The numbers on consumer debt have been somewhat skewed in the past two years. Home-based workers spend differently than employees commuting to work. Many remote workers with lower expenses used savings to pay off debt, causing a $40 billion reduction in total credit card debt in the U.S. For a brief period, we were going in the right direction.

As we enter 2022, home prices have been skyrocketing, but interest rates have remained low, leading to increased home sales. Mortgage debt hit $17.6 trillion in 2021, by far the highest number of all types of debt. That escalation is expected to continue, even with projected interest rate hikes from the Federal Reserve Bank later this year.  

Credit-Hungry Lenders are Adjusting Their Strategies

Increased home values create more equity for borrowers looking for secured home equity loans and HELOCs. That further drives down the numbers for personal unsecured loans and credit card debt, a boon for consumers, but a setback for lenders who are hungry for new customers. The trend has resulted in more programs to attract subprime borrowers.

Auto loans, credit cards, and unsecured personal loans are easier to get now than they’ve been in years. It’s a simple matter of supply and demand. Cost-conscious Americans responded to the economic crisis of the pandemic by reducing their unsecured debt. Lenders want those numbers to go back up, so they’re making it easier to borrow.

Despite the temporary setback of the omicron variant and rising inflation, there was a surge in credit card applications at the end of last year. October’s numbers exceeded pre-pandemic levels, another indicator that consumer debt will increase in 2022. TransUnion is forecasting 116 million new unsecured credit accounts in 2022. There were 92 million in 2020.

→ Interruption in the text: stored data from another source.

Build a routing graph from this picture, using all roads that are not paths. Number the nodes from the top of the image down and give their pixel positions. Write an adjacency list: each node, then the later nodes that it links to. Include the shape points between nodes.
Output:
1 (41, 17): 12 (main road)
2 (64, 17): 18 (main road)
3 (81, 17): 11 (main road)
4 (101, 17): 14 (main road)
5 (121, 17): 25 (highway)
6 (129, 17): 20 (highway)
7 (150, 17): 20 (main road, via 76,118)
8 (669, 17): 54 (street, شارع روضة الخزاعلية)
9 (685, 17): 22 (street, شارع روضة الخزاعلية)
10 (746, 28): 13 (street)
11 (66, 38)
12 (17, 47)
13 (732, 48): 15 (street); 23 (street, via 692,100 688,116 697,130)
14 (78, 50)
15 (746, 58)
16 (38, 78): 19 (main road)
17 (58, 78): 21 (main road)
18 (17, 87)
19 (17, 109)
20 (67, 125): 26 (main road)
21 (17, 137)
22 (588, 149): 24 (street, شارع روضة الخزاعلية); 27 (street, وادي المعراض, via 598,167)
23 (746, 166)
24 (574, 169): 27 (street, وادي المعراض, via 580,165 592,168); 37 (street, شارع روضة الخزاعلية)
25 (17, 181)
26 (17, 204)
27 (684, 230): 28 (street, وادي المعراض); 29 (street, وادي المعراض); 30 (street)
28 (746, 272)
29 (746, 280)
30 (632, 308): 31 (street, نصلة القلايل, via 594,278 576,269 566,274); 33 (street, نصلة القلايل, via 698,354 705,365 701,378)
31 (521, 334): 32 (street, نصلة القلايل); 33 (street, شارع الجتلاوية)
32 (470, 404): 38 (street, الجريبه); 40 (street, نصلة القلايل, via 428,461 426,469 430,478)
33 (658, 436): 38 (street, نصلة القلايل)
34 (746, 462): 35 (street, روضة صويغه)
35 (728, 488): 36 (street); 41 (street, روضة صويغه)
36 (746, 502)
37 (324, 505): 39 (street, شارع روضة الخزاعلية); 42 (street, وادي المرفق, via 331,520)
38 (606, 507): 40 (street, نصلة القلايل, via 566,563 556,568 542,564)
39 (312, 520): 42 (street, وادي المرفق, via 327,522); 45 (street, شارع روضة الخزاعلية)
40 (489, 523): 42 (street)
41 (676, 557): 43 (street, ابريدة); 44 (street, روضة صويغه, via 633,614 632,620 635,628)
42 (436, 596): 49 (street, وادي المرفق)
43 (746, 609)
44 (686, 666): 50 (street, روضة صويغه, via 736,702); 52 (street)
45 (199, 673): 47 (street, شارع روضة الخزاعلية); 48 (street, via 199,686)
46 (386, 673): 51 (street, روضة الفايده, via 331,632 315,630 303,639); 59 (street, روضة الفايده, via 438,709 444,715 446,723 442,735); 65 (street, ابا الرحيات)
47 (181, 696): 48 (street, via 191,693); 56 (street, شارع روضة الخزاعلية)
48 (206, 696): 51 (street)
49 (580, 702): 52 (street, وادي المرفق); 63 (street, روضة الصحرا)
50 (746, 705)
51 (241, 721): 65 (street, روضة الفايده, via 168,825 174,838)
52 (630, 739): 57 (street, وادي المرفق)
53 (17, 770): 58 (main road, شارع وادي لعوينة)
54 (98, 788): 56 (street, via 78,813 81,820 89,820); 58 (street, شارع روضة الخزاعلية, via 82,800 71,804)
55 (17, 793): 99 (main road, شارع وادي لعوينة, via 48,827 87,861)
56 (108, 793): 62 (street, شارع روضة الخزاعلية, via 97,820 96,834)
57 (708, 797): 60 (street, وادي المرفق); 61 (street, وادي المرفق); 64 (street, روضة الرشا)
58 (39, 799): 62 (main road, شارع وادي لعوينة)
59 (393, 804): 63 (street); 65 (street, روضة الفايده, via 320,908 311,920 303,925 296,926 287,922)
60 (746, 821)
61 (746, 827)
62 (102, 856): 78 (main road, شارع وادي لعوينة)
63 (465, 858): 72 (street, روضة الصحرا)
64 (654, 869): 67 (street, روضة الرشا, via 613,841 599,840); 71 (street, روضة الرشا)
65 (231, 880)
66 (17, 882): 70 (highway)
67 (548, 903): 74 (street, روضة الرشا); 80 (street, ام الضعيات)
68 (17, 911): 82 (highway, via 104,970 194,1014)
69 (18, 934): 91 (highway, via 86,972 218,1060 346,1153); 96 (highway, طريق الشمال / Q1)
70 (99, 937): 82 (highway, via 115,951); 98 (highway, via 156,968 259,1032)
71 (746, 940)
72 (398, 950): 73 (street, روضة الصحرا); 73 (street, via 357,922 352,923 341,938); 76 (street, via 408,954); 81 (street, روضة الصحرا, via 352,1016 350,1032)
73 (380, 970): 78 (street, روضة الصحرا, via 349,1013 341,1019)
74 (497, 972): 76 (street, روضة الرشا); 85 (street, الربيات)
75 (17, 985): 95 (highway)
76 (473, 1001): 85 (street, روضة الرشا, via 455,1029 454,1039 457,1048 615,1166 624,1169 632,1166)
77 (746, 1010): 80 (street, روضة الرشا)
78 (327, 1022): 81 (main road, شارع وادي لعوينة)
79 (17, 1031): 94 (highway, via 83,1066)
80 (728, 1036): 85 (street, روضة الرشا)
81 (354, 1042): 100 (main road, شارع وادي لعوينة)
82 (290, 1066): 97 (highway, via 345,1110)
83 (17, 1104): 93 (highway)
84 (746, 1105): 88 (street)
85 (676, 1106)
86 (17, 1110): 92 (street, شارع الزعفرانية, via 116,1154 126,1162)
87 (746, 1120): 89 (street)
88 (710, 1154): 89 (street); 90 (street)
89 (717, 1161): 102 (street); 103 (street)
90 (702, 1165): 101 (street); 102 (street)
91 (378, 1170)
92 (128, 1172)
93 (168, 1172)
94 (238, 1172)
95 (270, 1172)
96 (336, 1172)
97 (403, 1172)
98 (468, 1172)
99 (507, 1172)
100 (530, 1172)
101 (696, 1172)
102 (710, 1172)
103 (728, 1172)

BNPL Won’t Slow Down Credit Card Spending

Retailers increased their usage of buy now pay later (BNPL) programs during the pandemic because they had a captive audience dependent upon online buying. The system was successful in capturing Millennial and Gen-Z consumers, but it didn’t slow down credit card usage for long. As the reopening continues, credit card spending is going up again.

Millennials represent 32.7% of all credit card holders. Gen-Z adds another 14%, so nearly 50% of all credit card spending comes from the generations with the greatest affinity for BNPL. Offering 0% interest helps, but it appears that the inconvenience of budgeting for multiple payments doesn’t overcome the familiar behavior of using a credit card.

Auto Lenders are Challenged by Supply Chain Issues

Auto loans are the one segment of consumer credit that have remained flat. TransUnion is forecasting 28.8 million new auto loans in 2022, up just 2% from last year. That’s due in part to supply chain issues, namely a shortage of semi-conductor chips needed for auto manufacturing. Consumers don’t want to buy automobiles that aren’t on the lot yet.

Though the number of loans isn’t going up significantly, the amounts of those loans are. According to Kelly Blue Book, the average price for a new car topped $46,000 last year, and many consumers are paying above sticker price because vehicles are on back-order. With the manufacturing delays, used car prices remain high also.         

Final Note: Inflation Will Make These Numbers Go Up

It’s difficult to compare consumer debt from year to year when inflation is rising. The numbers in this article are based on the Fed’s prediction that there will be three interest rate hikes this year of a quarter point each and that inflation projections are accurate. The consumer price index hit 7% in December. Take that into account when you do the math on debt.

Increased credit usage can be a sign of a healthy economy that is emerging from one of the toughest economic periods in recent history. Lenders need to be careful though. Targeting sub-prime borrowers could backfire, particularly if there’s a major stock market correction or new shutdowns due to Omicron. Keep an eye out for both in the upcoming months.